- [Exercise]: Which lines in the data below contain the string "Robert"? Show each one.

Data extracted from a collection
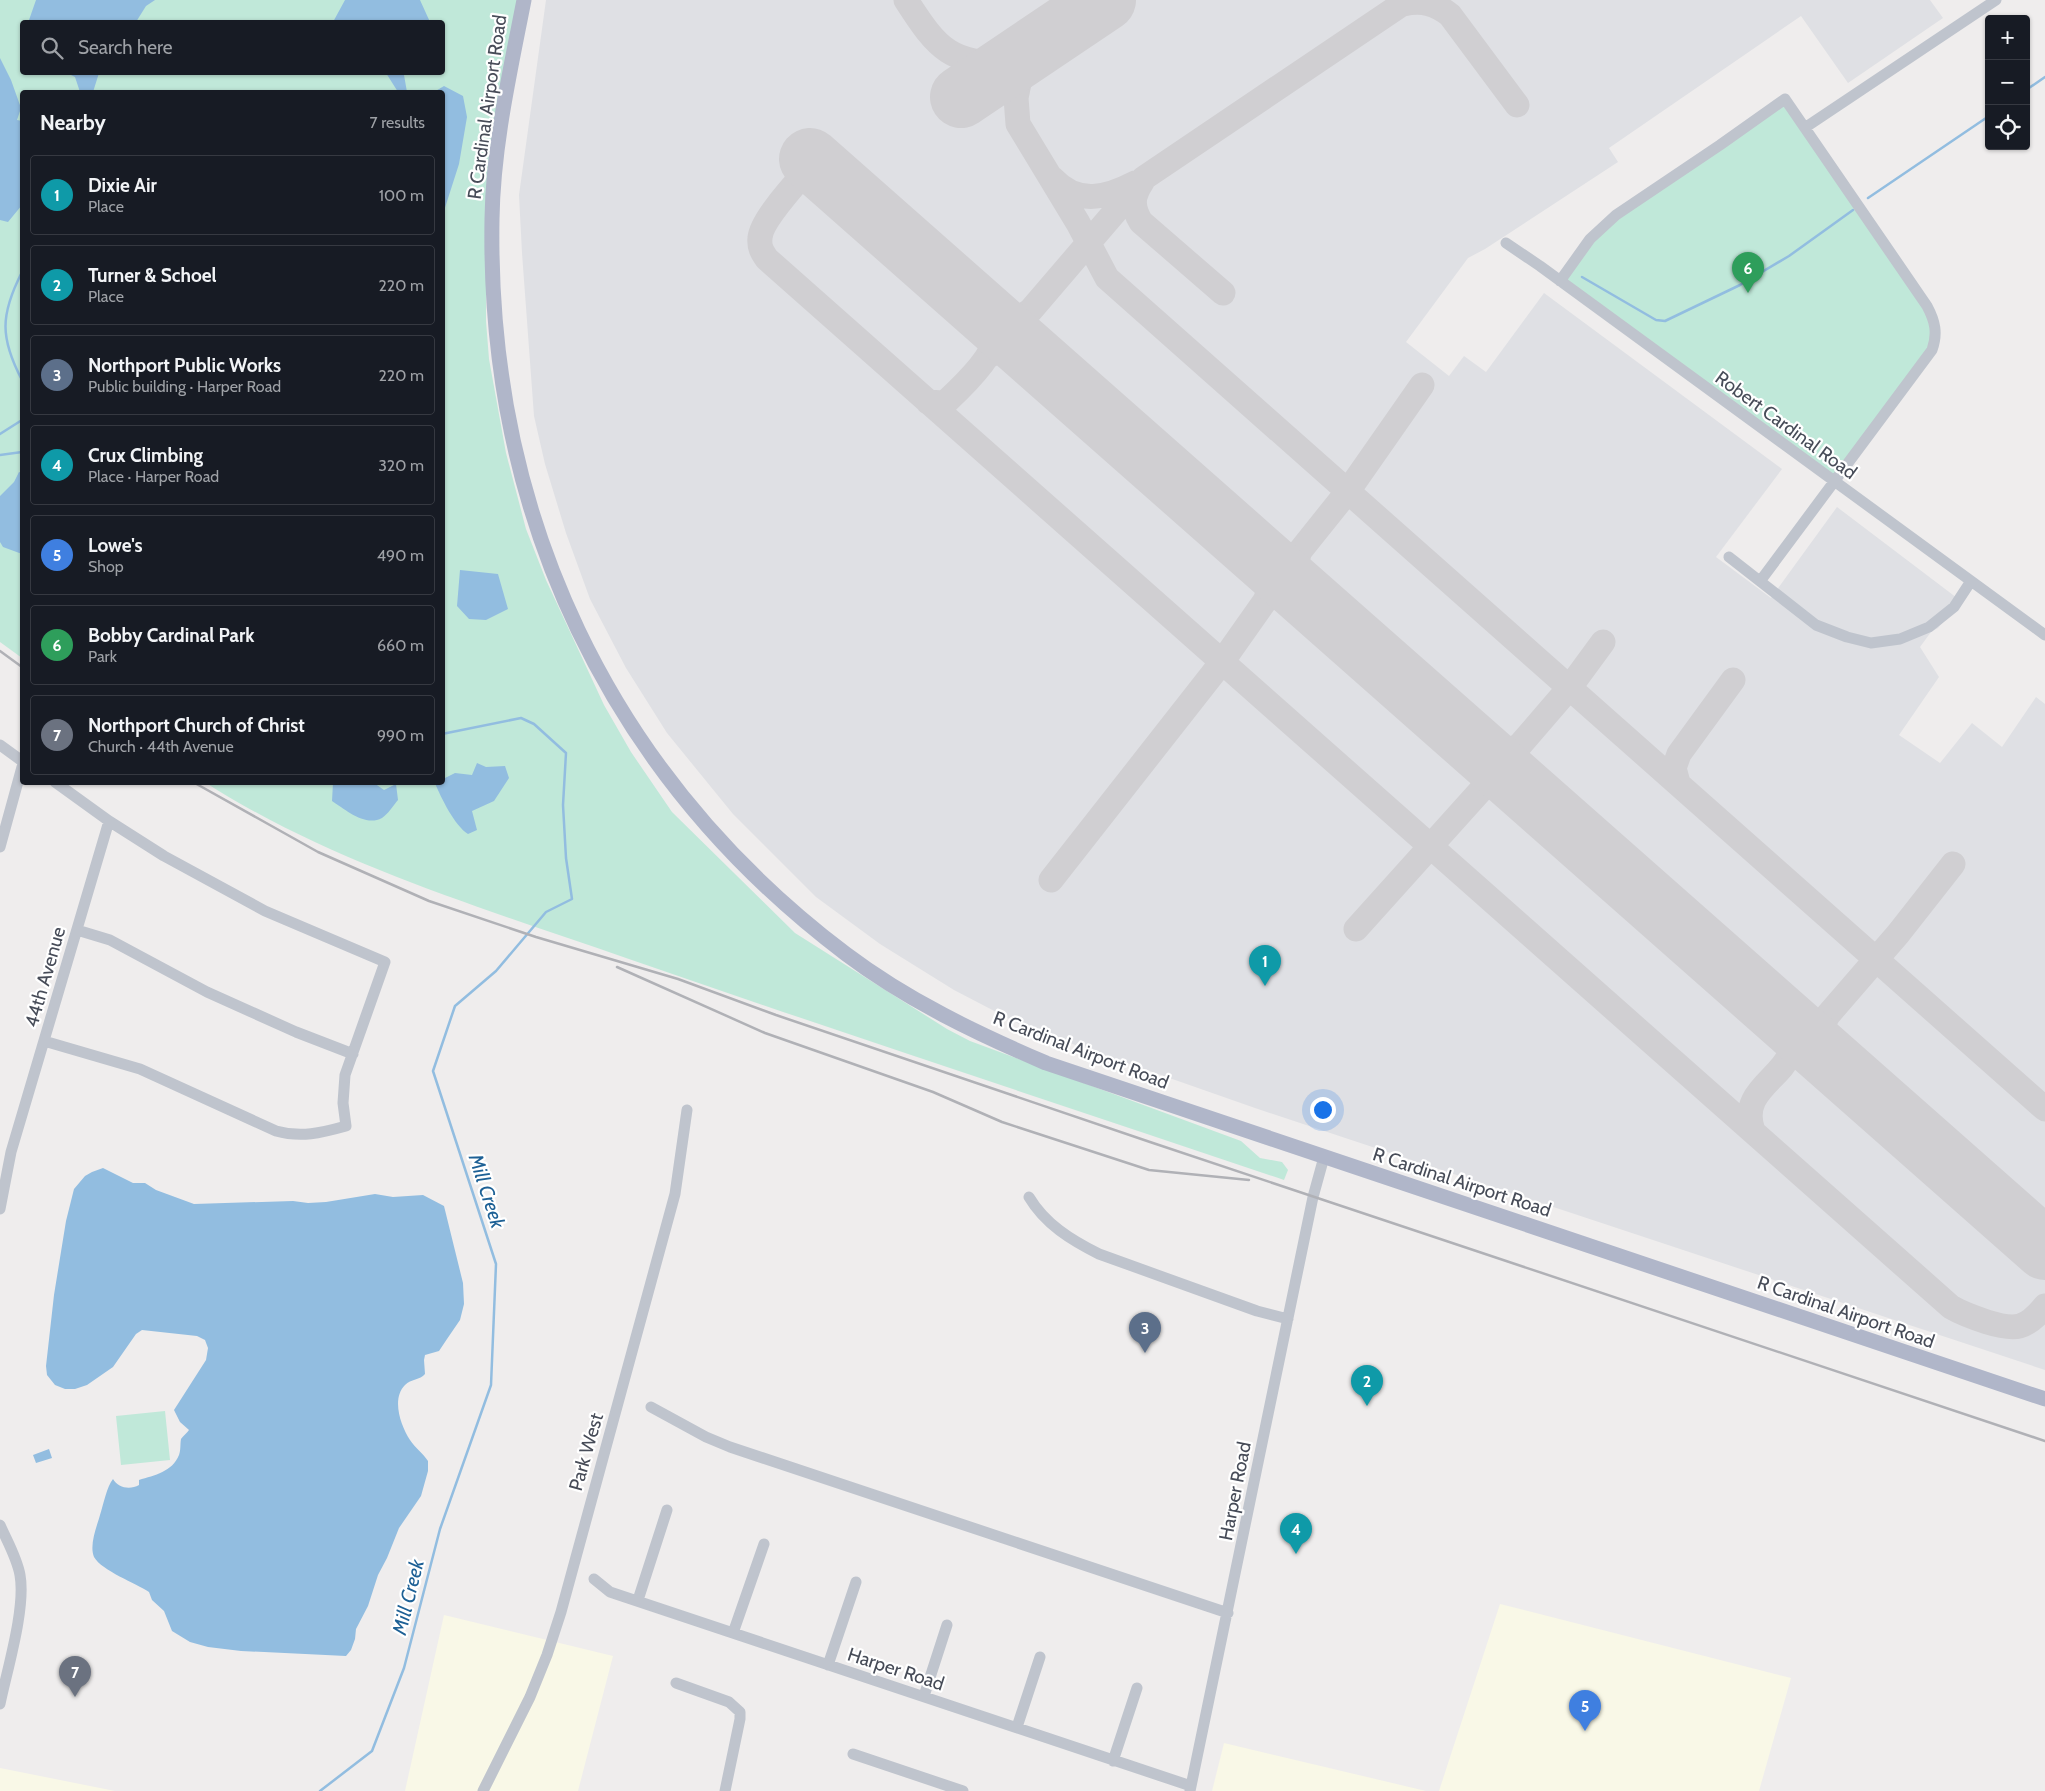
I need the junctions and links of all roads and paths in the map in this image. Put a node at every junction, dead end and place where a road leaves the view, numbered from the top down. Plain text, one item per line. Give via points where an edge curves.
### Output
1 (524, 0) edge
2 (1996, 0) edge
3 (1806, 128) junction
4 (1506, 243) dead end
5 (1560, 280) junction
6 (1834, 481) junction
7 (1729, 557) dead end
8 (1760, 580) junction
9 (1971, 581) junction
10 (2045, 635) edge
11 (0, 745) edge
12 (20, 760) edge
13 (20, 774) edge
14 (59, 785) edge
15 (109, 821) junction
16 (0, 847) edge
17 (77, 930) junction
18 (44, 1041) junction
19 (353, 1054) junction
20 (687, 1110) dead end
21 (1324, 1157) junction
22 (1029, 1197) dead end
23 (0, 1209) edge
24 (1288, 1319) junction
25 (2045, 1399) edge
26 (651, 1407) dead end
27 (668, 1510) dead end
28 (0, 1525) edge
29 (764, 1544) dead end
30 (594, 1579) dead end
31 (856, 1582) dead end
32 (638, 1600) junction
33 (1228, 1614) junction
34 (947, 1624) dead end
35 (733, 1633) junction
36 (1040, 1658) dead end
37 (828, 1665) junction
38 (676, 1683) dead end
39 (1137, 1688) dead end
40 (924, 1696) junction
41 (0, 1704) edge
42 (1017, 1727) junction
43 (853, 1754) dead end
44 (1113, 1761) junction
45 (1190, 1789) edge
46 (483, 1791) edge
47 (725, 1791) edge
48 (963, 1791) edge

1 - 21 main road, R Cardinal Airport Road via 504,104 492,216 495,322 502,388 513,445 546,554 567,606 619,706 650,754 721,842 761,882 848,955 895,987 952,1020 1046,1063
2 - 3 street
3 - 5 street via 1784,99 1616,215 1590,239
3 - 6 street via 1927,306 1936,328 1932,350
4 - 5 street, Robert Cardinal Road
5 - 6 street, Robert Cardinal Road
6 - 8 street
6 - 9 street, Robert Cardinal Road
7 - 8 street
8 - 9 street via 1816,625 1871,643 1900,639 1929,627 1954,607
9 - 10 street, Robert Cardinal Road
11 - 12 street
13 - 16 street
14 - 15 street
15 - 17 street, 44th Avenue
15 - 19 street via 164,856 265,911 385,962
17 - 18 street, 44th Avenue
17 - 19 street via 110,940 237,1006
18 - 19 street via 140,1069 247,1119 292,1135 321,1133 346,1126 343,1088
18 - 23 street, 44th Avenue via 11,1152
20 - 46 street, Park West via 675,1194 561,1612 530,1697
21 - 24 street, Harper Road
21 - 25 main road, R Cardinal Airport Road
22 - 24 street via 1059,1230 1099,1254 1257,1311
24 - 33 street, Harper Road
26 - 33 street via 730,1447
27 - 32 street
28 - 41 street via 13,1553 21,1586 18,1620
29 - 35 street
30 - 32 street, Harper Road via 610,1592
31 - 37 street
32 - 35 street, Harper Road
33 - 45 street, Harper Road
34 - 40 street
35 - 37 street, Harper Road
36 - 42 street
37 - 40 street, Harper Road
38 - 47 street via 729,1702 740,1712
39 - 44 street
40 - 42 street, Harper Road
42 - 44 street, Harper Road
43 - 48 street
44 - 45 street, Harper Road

- [Task response]:
4 - 5 street, Robert Cardinal Road
5 - 6 street, Robert Cardinal Road
6 - 9 street, Robert Cardinal Road
9 - 10 street, Robert Cardinal Road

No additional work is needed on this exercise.